[EXERCISE DIRECTIONS]
A set of records appears below. Print them all, word for word.

*** MATERIAL PROVIDED ***

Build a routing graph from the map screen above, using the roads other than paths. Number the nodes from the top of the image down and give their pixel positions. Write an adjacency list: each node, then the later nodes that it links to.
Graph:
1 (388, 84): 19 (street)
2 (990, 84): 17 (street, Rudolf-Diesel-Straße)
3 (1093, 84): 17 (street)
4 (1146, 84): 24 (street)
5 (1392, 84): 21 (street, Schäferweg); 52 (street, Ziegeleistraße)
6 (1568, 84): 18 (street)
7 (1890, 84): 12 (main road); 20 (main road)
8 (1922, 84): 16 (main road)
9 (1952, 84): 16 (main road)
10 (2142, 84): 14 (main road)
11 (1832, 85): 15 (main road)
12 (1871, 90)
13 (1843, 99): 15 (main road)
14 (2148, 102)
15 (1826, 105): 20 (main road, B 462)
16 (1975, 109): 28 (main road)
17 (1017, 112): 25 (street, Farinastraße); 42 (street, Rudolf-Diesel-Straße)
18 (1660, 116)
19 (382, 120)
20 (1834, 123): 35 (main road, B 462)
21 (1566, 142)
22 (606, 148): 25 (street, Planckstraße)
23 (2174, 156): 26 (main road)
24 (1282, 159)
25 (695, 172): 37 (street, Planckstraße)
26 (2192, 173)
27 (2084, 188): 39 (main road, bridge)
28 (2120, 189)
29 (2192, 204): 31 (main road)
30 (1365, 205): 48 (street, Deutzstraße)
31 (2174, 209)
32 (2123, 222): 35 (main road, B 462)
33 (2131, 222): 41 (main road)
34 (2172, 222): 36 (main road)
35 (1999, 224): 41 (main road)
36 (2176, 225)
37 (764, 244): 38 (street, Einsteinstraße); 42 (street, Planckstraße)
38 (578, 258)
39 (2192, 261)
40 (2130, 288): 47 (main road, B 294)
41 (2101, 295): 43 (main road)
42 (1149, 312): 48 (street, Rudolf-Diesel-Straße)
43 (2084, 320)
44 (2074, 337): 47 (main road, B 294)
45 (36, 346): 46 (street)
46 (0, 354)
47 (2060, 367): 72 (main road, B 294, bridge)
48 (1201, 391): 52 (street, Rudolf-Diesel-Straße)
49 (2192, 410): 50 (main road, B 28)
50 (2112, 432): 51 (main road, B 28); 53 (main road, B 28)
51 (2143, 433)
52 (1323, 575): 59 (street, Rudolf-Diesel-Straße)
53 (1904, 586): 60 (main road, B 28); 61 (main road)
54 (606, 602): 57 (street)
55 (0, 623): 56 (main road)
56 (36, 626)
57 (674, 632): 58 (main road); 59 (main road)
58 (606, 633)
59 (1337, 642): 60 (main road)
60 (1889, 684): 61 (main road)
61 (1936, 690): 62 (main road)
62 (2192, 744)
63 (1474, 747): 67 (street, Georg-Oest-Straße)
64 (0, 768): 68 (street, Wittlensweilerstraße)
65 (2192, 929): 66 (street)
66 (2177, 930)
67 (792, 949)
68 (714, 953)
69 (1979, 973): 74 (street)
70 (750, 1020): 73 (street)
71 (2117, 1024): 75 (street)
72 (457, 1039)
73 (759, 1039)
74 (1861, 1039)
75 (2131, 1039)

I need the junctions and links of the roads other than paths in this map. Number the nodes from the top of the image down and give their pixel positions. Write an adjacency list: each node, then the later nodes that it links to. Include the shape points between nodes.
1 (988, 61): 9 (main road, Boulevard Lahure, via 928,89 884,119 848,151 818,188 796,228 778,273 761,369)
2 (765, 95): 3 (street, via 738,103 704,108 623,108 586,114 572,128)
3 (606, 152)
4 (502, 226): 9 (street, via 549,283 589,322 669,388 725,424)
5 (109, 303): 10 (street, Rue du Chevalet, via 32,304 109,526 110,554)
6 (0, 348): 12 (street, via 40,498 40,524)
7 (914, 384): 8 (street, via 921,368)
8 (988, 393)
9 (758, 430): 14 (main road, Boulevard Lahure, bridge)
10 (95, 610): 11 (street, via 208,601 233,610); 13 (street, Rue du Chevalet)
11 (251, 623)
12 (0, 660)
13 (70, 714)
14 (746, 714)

*** End of MATERIAL PROVIDED ***

[OUTPUT BELOW]
Build a routing graph from the map screen above, using the roads other than paths. Number the nodes from the top of the image down and give their pixel positions. Write an adjacency list: each node, then the later nodes that it links to.
Graph:
1 (388, 84): 19 (street)
2 (990, 84): 17 (street, Rudolf-Diesel-Straße)
3 (1093, 84): 17 (street)
4 (1146, 84): 24 (street)
5 (1392, 84): 21 (street, Schäferweg); 52 (street, Ziegeleistraße)
6 (1568, 84): 18 (street)
7 (1890, 84): 12 (main road); 20 (main road)
8 (1922, 84): 16 (main road)
9 (1952, 84): 16 (main road)
10 (2142, 84): 14 (main road)
11 (1832, 85): 15 (main road)
12 (1871, 90)
13 (1843, 99): 15 (main road)
14 (2148, 102)
15 (1826, 105): 20 (main road, B 462)
16 (1975, 109): 28 (main road)
17 (1017, 112): 25 (street, Farinastraße); 42 (street, Rudolf-Diesel-Straße)
18 (1660, 116)
19 (382, 120)
20 (1834, 123): 35 (main road, B 462)
21 (1566, 142)
22 (606, 148): 25 (street, Planckstraße)
23 (2174, 156): 26 (main road)
24 (1282, 159)
25 (695, 172): 37 (street, Planckstraße)
26 (2192, 173)
27 (2084, 188): 39 (main road, bridge)
28 (2120, 189)
29 (2192, 204): 31 (main road)
30 (1365, 205): 48 (street, Deutzstraße)
31 (2174, 209)
32 (2123, 222): 35 (main road, B 462)
33 (2131, 222): 41 (main road)
34 (2172, 222): 36 (main road)
35 (1999, 224): 41 (main road)
36 (2176, 225)
37 (764, 244): 38 (street, Einsteinstraße); 42 (street, Planckstraße)
38 (578, 258)
39 (2192, 261)
40 (2130, 288): 47 (main road, B 294)
41 (2101, 295): 43 (main road)
42 (1149, 312): 48 (street, Rudolf-Diesel-Straße)
43 (2084, 320)
44 (2074, 337): 47 (main road, B 294)
45 (36, 346): 46 (street)
46 (0, 354)
47 (2060, 367): 72 (main road, B 294, bridge)
48 (1201, 391): 52 (street, Rudolf-Diesel-Straße)
49 (2192, 410): 50 (main road, B 28)
50 (2112, 432): 51 (main road, B 28); 53 (main road, B 28)
51 (2143, 433)
52 (1323, 575): 59 (street, Rudolf-Diesel-Straße)
53 (1904, 586): 60 (main road, B 28); 61 (main road)
54 (606, 602): 57 (street)
55 (0, 623): 56 (main road)
56 (36, 626)
57 (674, 632): 58 (main road); 59 (main road)
58 (606, 633)
59 (1337, 642): 60 (main road)
60 (1889, 684): 61 (main road)
61 (1936, 690): 62 (main road)
62 (2192, 744)
63 (1474, 747): 67 (street, Georg-Oest-Straße)
64 (0, 768): 68 (street, Wittlensweilerstraße)
65 (2192, 929): 66 (street)
66 (2177, 930)
67 (792, 949)
68 (714, 953)
69 (1979, 973): 74 (street)
70 (750, 1020): 73 (street)
71 (2117, 1024): 75 (street)
72 (457, 1039)
73 (759, 1039)
74 (1861, 1039)
75 (2131, 1039)

I need the junctions and links of the roads other than paths in this map. Number the nodes from the top of the image down and give their pixel positions. Write an adjacency list: each node, then the later nodes that it links to. Include the shape points between nodes.
1 (988, 61): 9 (main road, Boulevard Lahure, via 928,89 884,119 848,151 818,188 796,228 778,273 761,369)
2 (765, 95): 3 (street, via 738,103 704,108 623,108 586,114 572,128)
3 (606, 152)
4 (502, 226): 9 (street, via 549,283 589,322 669,388 725,424)
5 (109, 303): 10 (street, Rue du Chevalet, via 32,304 109,526 110,554)
6 (0, 348): 12 (street, via 40,498 40,524)
7 (914, 384): 8 (street, via 921,368)
8 (988, 393)
9 (758, 430): 14 (main road, Boulevard Lahure, bridge)
10 (95, 610): 11 (street, via 208,601 233,610); 13 (street, Rue du Chevalet)
11 (251, 623)
12 (0, 660)
13 (70, 714)
14 (746, 714)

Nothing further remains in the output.